[Saved entries]
[Start of Attachment]

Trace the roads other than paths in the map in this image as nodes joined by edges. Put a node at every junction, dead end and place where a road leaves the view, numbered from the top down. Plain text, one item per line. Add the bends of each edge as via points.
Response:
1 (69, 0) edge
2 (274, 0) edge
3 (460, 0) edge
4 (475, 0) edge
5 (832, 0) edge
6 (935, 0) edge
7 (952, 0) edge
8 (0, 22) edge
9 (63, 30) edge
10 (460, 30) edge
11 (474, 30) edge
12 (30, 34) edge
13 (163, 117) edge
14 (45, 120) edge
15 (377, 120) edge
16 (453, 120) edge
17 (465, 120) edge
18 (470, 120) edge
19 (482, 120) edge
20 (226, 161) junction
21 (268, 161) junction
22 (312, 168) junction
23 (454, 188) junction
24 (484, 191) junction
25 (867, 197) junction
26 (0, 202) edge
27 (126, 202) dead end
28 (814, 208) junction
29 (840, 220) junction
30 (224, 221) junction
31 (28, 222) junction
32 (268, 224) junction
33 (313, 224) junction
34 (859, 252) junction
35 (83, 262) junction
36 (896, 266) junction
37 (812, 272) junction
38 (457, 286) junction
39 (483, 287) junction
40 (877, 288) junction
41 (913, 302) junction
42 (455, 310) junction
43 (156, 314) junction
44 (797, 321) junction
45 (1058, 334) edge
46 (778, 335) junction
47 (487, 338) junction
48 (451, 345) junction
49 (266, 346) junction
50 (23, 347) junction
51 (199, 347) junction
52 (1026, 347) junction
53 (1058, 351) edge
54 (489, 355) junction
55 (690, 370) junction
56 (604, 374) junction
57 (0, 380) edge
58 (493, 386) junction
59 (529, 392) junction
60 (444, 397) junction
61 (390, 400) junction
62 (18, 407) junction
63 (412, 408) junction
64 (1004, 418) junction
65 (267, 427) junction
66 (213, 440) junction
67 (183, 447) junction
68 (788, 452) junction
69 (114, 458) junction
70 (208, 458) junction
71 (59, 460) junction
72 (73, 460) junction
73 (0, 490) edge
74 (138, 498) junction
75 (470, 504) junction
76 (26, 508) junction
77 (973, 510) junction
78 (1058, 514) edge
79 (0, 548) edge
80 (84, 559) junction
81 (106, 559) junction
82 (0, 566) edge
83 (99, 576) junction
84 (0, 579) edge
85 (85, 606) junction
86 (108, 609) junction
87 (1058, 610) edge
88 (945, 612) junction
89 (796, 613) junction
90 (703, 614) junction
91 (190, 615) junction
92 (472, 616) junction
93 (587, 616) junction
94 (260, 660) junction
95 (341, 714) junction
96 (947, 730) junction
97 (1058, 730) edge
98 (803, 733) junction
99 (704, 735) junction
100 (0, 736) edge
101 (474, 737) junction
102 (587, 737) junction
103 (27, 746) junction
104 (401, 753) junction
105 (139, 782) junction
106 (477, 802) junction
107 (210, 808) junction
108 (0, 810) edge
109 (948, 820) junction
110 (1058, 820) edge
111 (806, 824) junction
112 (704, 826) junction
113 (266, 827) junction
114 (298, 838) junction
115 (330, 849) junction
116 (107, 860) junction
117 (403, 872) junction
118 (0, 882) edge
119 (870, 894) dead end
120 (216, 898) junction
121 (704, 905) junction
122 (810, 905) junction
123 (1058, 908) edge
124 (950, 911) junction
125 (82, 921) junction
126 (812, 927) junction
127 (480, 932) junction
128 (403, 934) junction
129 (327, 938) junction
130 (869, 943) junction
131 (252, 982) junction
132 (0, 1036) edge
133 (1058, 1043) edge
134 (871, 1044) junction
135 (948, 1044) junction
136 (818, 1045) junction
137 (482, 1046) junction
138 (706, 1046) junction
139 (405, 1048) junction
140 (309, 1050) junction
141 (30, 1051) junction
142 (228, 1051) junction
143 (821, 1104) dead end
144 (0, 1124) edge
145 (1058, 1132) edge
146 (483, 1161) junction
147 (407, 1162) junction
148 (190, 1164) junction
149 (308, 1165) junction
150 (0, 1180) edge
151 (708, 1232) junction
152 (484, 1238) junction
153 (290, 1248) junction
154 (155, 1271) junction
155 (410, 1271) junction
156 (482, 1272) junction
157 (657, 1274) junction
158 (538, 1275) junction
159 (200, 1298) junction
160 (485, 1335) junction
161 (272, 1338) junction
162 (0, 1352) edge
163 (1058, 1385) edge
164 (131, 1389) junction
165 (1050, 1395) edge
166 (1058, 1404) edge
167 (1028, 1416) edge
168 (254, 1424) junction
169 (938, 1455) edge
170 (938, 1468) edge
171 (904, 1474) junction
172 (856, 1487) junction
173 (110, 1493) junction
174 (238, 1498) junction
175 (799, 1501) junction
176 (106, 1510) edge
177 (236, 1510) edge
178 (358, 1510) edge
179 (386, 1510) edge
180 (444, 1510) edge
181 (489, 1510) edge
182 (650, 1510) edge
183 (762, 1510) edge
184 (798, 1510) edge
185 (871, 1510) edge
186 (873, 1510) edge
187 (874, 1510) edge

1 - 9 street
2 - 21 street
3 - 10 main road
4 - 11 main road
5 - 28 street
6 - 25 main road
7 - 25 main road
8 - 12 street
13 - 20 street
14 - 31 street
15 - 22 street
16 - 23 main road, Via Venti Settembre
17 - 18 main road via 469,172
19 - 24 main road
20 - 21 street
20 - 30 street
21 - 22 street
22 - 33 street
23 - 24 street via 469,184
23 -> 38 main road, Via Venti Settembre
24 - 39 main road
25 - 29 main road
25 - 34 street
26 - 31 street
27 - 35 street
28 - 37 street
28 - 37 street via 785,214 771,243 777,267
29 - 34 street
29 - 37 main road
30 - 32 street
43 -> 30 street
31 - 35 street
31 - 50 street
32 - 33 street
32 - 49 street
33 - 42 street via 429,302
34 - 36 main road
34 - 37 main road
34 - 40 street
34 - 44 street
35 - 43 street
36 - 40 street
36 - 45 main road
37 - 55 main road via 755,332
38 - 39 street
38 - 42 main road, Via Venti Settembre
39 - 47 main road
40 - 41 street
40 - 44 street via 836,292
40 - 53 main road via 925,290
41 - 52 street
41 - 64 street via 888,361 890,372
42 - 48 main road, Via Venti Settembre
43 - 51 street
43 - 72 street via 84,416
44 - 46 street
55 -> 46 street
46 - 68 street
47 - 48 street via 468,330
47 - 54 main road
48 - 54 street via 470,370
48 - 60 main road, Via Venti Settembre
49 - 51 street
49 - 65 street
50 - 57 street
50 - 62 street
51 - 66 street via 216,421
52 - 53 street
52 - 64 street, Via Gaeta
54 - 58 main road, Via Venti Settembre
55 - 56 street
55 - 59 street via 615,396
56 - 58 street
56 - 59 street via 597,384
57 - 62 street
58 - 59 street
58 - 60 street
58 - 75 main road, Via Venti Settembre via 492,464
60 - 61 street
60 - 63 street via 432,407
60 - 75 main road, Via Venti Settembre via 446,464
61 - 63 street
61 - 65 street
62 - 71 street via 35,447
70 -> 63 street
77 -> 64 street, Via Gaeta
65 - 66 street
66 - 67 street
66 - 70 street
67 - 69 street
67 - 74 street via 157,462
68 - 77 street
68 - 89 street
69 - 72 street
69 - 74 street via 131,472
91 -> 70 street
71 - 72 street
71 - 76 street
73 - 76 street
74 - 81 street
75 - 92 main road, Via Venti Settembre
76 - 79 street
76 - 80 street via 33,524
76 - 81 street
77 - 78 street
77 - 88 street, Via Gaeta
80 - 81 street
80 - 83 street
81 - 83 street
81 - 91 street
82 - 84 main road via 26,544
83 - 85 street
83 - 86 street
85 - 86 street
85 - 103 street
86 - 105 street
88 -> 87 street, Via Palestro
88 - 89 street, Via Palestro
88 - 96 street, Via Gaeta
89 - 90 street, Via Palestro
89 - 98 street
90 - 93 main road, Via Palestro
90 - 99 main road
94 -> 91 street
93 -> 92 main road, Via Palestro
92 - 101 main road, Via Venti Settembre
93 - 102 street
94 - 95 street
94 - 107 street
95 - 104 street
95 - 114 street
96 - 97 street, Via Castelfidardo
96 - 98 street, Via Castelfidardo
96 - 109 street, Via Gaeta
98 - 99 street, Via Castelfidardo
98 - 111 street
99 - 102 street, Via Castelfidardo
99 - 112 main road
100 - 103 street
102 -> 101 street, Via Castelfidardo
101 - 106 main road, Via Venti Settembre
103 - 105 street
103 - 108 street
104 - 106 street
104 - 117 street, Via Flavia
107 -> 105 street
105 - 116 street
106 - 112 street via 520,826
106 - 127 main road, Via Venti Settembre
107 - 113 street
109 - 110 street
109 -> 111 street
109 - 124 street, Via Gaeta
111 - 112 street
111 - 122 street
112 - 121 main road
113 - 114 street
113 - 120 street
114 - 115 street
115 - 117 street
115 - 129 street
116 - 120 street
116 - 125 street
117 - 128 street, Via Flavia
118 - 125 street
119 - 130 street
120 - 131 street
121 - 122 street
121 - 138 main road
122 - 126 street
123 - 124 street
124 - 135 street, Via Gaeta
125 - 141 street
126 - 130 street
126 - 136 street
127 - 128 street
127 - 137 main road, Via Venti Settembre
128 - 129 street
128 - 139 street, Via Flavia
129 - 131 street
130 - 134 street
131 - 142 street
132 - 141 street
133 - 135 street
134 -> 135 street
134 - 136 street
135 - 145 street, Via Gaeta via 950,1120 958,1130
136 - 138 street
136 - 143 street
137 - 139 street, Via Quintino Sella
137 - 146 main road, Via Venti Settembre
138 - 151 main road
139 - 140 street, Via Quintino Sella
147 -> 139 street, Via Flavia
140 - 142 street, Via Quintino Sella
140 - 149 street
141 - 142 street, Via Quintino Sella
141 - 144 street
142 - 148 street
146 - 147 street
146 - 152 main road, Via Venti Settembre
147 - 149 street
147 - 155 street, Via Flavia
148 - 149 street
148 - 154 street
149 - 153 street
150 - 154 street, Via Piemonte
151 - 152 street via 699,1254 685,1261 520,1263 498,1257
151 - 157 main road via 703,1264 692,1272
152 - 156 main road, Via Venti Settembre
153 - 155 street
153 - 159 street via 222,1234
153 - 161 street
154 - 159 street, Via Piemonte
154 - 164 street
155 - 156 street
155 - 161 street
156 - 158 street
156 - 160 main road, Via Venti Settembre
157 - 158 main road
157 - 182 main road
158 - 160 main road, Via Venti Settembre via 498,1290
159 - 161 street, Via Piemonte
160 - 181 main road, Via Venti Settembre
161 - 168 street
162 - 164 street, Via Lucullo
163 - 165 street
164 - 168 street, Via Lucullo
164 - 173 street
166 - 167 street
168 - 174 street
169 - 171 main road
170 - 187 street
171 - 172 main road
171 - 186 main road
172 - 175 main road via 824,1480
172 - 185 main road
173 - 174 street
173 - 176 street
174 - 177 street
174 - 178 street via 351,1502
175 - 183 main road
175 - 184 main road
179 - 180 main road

[End of Attachment]

What the task requires: The answer should be one number, namely how many lines of the entries above include the string "Palestro".

Response area: 5